Brain Activity Is Sequenced In Time As Well As Space
Humanoid robots have been used to show that that functional hierarchy in the brain is linked to time as well as space.
Researchers from RIKEN Brain Science Institute, Japan, have created a new type of neural network model which adds to the previous literature that suggests neural activity is linked solely to spatial hierarchy within the animal brain.
Details are published November 7 in the open-access journal PLoS Computational Biology.
An animal’s motor control system contains a functional hierarchy, whereby small, reusable parts of movements are flexibly integrated to create various action sequences. For example, the action of drinking a cup of coffee can be broken down into a combination of small movements including the motions of reaching for a cup, grasping the cup, and bringing it to one’s mouth.
Earlier studies suggested that this functional hierarchy results from an explicit spatial hierarchical structure, but this has not been seen in anatomical studies of the brain. The underlying neural mechanisms for functional hierarchy, thus, had not yet been definitively determined.
In this study, Yuichi Yamashita and Jun Tani demonstrate that even without explicit spatial hierarchical structure a, functional hierarchy can self-organize through multiple timescales in neural activity. Their model was proven viable when tested with the physical body of a humanoid robot.
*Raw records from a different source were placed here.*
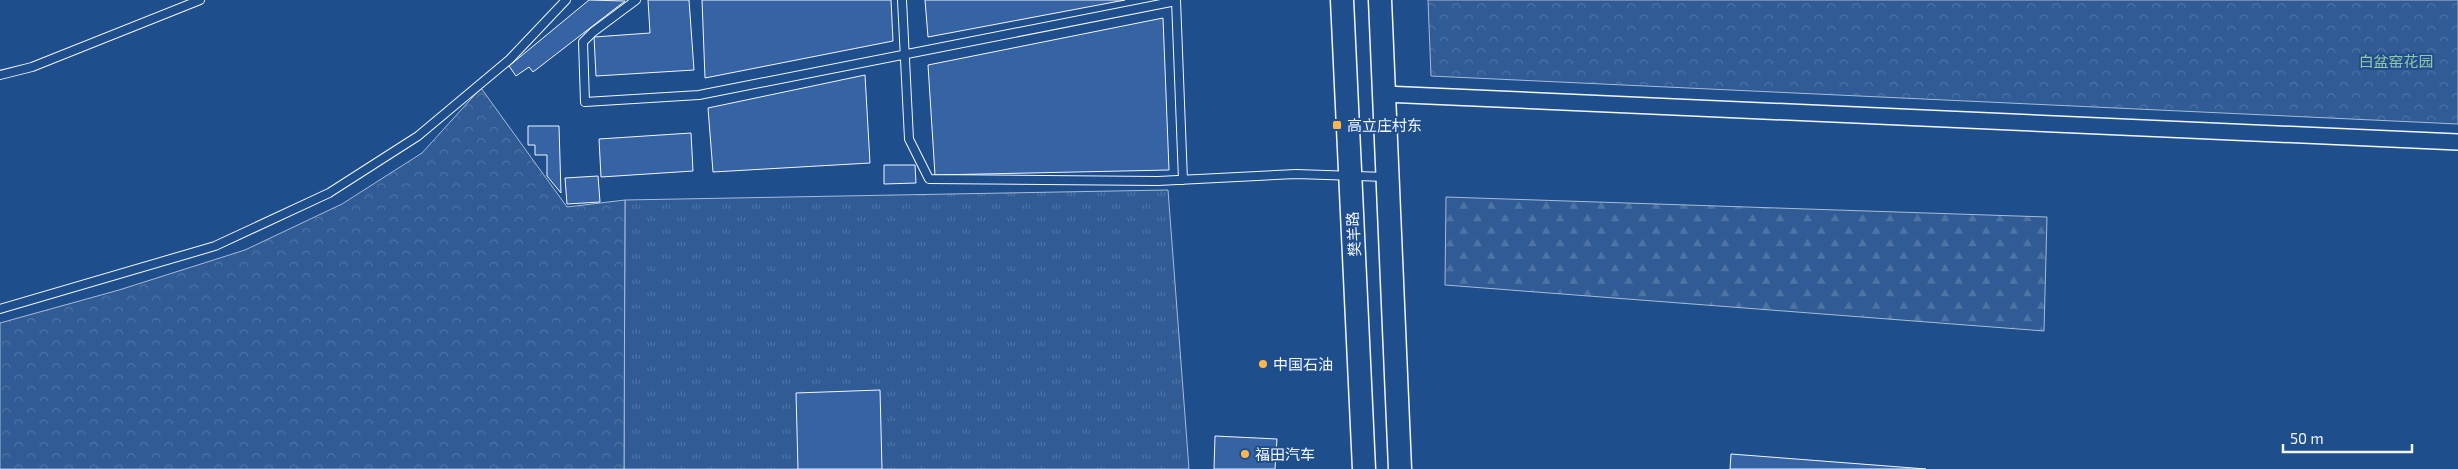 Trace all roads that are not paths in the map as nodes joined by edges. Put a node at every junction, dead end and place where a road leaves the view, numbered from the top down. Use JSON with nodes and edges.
{"nodes":[{"id":1,"x":200,"y":0,"type":"edge"},
{"id":2,"x":566,"y":0,"type":"edge"},
{"id":3,"x":636,"y":0,"type":"edge"},
{"id":4,"x":902,"y":0,"type":"edge"},
{"id":5,"x":1176,"y":0,"type":"edge"},
{"id":6,"x":1342,"y":0,"type":"edge"},
{"id":7,"x":1380,"y":0,"type":"edge"},
{"id":8,"x":905,"y":54,"type":"junction"},
{"id":9,"x":0,"y":75,"type":"edge"},
{"id":10,"x":1384,"y":94,"type":"junction"},
{"id":11,"x":2458,"y":142,"type":"edge"},
{"id":12,"x":1350,"y":175,"type":"junction"},
{"id":13,"x":1388,"y":178,"type":"junction"},
{"id":14,"x":1184,"y":180,"type":"junction"},
{"id":15,"x":0,"y":309,"type":"edge"},
{"id":16,"x":1364,"y":469,"type":"edge"},
{"id":17,"x":1400,"y":469,"type":"edge"}],
"edges":[{"from":1,"to":9,"type":"lane"},
{"from":2,"to":15,"type":"lane"},
{"from":3,"to":8,"type":"lane"},
{"from":4,"to":8,"type":"lane"},
{"from":5,"to":8,"type":"lane"},
{"from":5,"to":14,"type":"lane"},
{"from":6,"to":12,"type":"main road","name":"樊羊路"},
{"from":7,"to":10,"type":"main road"},
{"from":8,"to":14,"type":"lane"},
{"from":10,"to":11,"type":"street"},
{"from":10,"to":13,"type":"main road"},
{"from":12,"to":13,"type":"lane"},
{"from":12,"to":14,"type":"lane"},
{"from":12,"to":16,"type":"main road","name":"樊羊路"},
{"from":13,"to":17,"type":"main road"}]} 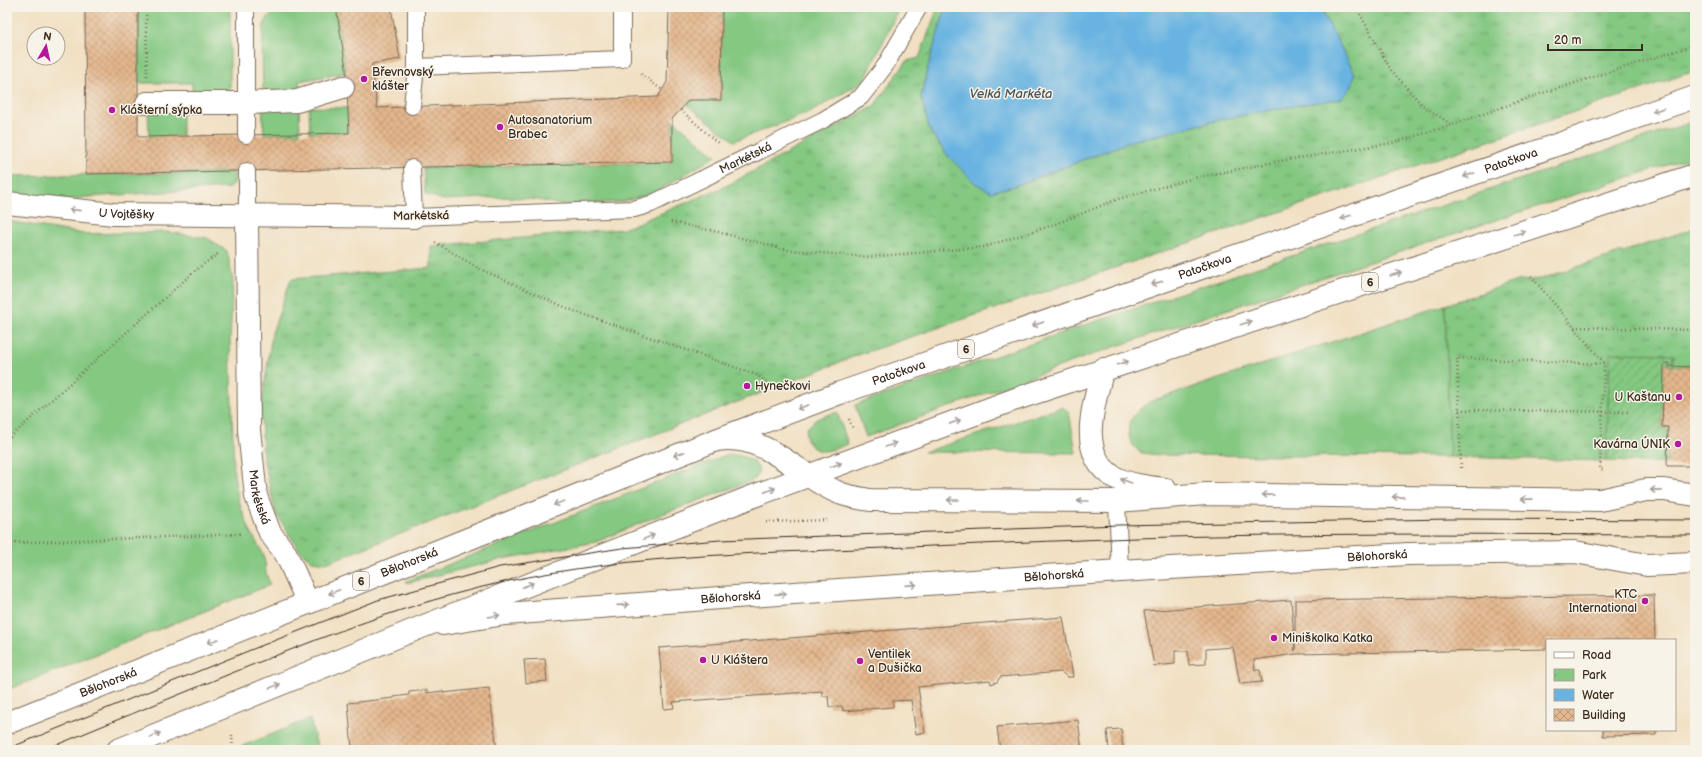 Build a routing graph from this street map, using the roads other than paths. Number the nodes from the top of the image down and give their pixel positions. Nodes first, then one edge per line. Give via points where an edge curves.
1 (247, 7) edge
2 (416, 7) edge
3 (622, 7) edge
4 (919, 7) edge
5 (416, 67) junction
6 (343, 87) dead end
7 (1695, 97) edge
8 (147, 103) road end
9 (246, 103) junction
10 (412, 106) dead end
11 (246, 135) dead end
12 (412, 168) dead end
13 (247, 171) dead end
14 (1695, 175) edge
15 (7, 203) edge
16 (414, 217) junction
17 (247, 225) junction
18 (1103, 370) junction
19 (716, 440) junction
20 (809, 475) junction
21 (1206, 494) junction
22 (1695, 495) edge
23 (1117, 502) junction
24 (1695, 563) edge
25 (1120, 571) junction
26 (308, 603) junction
27 (414, 630) junction
28 (7, 723) edge
29 (118, 750) edge

1 - 9 lane
2 - 5 lane
3 - 5 lane via 622,59
4 - 16 lane, Markétská via 885,66 861,97 823,120 651,204 634,209
5 - 10 lane
6 - 9 street via 297,101
7 -> 19 street, Patočkova / 6 via 858,386
8 - 9 street
9 - 11 lane
12 - 16 lane
13 - 17 lane
18 -> 14 street, 6
17 -> 15 street, U Vojtěšky
16 - 17 street, Markétská
17 - 26 street, Markétská via 249,430 256,496 270,533 286,554
20 -> 18 street, 6 via 1026,395
21 -> 18 street, Bělohorská via 1131,484 1115,477 1098,464 1091,438 1091,422
19 - 20 street, Bělohorská via 746,440 788,461
19 -> 26 street, Bělohorská / 6
23 -> 20 street, Bělohorská via 870,500 837,492
27 -> 20 street, Bělohorská / 6
22 -> 21 street, Bělohorská via 1646,490 1600,500
21 - 23 street, Bělohorská
23 - 25 lane
24 - 25 street, Bělohorská via 1647,565 1575,552 1535,552 1408,554
27 -> 25 street, Bělohorská via 505,614
26 -> 28 street, Bělohorská / 6
29 -> 27 street, Bělohorská / 6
Results suggest that it is not only the spatial connections between neurons, but also the timescales of neural activity, that act as important mechanisms in neural system
PLoS Comput Biol, 2008; 4(11): e1000220 DOI: 10.1371/journal.pcbi.1000220
Emergence of Functional Hierarchy in a Multiple Timescale Neural Network Model: A Humanoid Robot Experiment.
Yamashita Y, Tani J.
It is generally thought that skilled behavior in human beings results from a functional hierarchy of the motor control system, within which reusable motor primitives are flexibly integrated into various sensori-motor sequence patterns. The underlying neural mechanisms governing the way in which continuous sensori-motor flows are segmented into primitives and the way in which series of primitives are integrated into various behavior sequences have, however, not yet been clarified. In earlier studies, this functional hierarchy has been realized through the use of explicit hierarchical structure, with local modules representing motor primitives in the lower level and a higher module representing sequences of primitives switched via additional mechanisms such as gate-selecting. When sequences contain similarities and overlap, however, a conflict arises in such earlier models between generalization and segmentation, induced by this separated modular structure. To address this issue, we propose a different type of neural network model. The current model neither makes use of separate local modules to represent primitives nor introduces explicit hierarchical structure. Rather than forcing architectural hierarchy onto the system, functional hierarchy emerges through a form of self-organization that is based on two distinct types of neurons, each with different time properties (“multiple timescales”). Through the introduction of multiple timescales, continuous sequences of behavior are segmented into reusable primitives, and the primitives, in turn, are flexibly integrated into novel sequences. In experiments, the proposed network model, coordinating the physical body of a humanoid robot through high-dimensional sensori-motor control, also successfully situated itself within a physical environment. Our results suggest that it is not only the spatial connections between neurons but also the timescales of neural activity that act as important mechanisms leading to functional hierarchy in neural systems.